• AIM OF THE EXERCISE:
Return, exactly as written, every line from the first line of the data below through the line that contains "thumb tip: (534, 297)".
** INFORMATION SUPPLIED follows **
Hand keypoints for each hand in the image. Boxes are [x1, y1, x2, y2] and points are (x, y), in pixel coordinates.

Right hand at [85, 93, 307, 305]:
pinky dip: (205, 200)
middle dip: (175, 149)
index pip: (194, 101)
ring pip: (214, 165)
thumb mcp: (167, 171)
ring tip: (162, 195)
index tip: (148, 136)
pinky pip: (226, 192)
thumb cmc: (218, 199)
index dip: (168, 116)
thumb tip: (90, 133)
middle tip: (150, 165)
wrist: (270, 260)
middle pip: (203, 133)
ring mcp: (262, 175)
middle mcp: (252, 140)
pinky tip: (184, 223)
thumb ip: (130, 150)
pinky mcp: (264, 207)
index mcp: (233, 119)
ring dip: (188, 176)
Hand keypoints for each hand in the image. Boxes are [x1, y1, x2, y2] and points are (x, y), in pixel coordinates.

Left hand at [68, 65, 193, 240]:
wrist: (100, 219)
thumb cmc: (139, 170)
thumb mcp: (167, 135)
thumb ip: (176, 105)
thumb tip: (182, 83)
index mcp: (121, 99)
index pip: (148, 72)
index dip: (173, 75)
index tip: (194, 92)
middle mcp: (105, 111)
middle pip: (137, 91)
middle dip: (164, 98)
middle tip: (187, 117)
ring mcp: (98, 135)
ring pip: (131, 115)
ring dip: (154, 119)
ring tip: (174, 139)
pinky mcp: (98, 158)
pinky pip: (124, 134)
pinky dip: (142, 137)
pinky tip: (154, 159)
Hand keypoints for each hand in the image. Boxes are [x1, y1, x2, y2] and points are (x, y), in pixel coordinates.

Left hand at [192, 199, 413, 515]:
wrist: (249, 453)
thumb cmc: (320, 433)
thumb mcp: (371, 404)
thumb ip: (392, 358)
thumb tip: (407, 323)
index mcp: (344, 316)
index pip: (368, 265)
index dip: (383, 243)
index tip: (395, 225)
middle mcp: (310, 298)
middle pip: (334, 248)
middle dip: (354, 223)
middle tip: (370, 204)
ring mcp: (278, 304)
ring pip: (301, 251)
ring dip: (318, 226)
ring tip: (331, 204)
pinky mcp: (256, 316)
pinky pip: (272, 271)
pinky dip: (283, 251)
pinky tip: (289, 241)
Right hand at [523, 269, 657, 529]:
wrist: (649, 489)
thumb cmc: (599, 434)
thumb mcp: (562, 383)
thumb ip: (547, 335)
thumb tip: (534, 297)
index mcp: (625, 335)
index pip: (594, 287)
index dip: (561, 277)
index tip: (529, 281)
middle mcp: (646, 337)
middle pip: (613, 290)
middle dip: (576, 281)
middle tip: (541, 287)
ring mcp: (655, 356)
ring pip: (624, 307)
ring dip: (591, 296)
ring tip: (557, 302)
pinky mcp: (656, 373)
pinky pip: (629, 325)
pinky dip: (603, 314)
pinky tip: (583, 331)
** End of INFORMATION SUPPLIED **
• SOLUTION TO THIS PROBLEM:
Hand keypoints for each hand in the image. Boxes are [x1, y1, x2, y2] and points are (x, y), in pixel coordinates.

Right hand at [85, 93, 307, 305]:
pinky dip: (205, 200)
middle dip: (175, 149)
index pip: (194, 101)
ring pip: (214, 165)
thumb mcp: (167, 171)
ring tip: (162, 195)
index tip: (148, 136)
pinky pip: (226, 192)
thumb cmc: (218, 199)
index dip: (168, 116)
thumb tip: (90, 133)
middle tip: (150, 165)
wrist: (270, 260)
middle pip: (203, 133)
ring mcp: (262, 175)
middle mcp: (252, 140)
pinky tip: (184, 223)
thumb ip: (130, 150)
pinky mcp: (264, 207)
index mcp: (233, 119)
ring dip: (188, 176)
Hand keypoints for each hand in the image. Boxes are [x1, y1, x2, y2] and points are (x, y), in pixel coordinates.

Left hand at [68, 65, 193, 240]:
wrist: (100, 219)
thumb cmc: (139, 170)
thumb mcp: (167, 135)
thumb ip: (176, 105)
thumb tip: (182, 83)
index mcp: (121, 99)
index pip: (148, 72)
index dip: (173, 75)
index tip: (194, 92)
middle mcp: (105, 111)
middle pip: (137, 91)
middle dip: (164, 98)
middle tip: (187, 117)
ring mcp: (98, 135)
ring pip: (131, 115)
ring dip: (154, 119)
ring tip: (174, 139)
pinky mcp: (98, 158)
pinky pip: (124, 134)
pinky dip: (142, 137)
pinky tip: (154, 159)
Hand keypoints for each hand in the image. Boxes are [x1, y1, x2, y2] and points are (x, y), in pixel coordinates.

Left hand at [192, 199, 413, 515]:
wrist: (249, 453)
thumb cmc: (320, 433)
thumb mcp: (371, 404)
thumb ip: (392, 358)
thumb tip: (407, 323)
index mcp: (344, 316)
index pip: (368, 265)
index dip: (383, 243)
index tip: (395, 225)
middle mcp: (310, 298)
middle pip: (334, 248)
middle dip: (354, 223)
middle tip: (370, 204)
ring mcp: (278, 304)
ring pip: (301, 251)
ring dip: (318, 226)
ring tip: (331, 204)
pinky mcp: (256, 316)
pinky pip: (272, 271)
pinky dip: (283, 251)
pinky tip: (289, 241)
Right hand at [523, 269, 657, 529]:
wrist: (649, 489)
thumb cmc: (599, 434)
thumb mcp: (562, 383)
thumb ip: (547, 335)
thumb tip: (534, 297)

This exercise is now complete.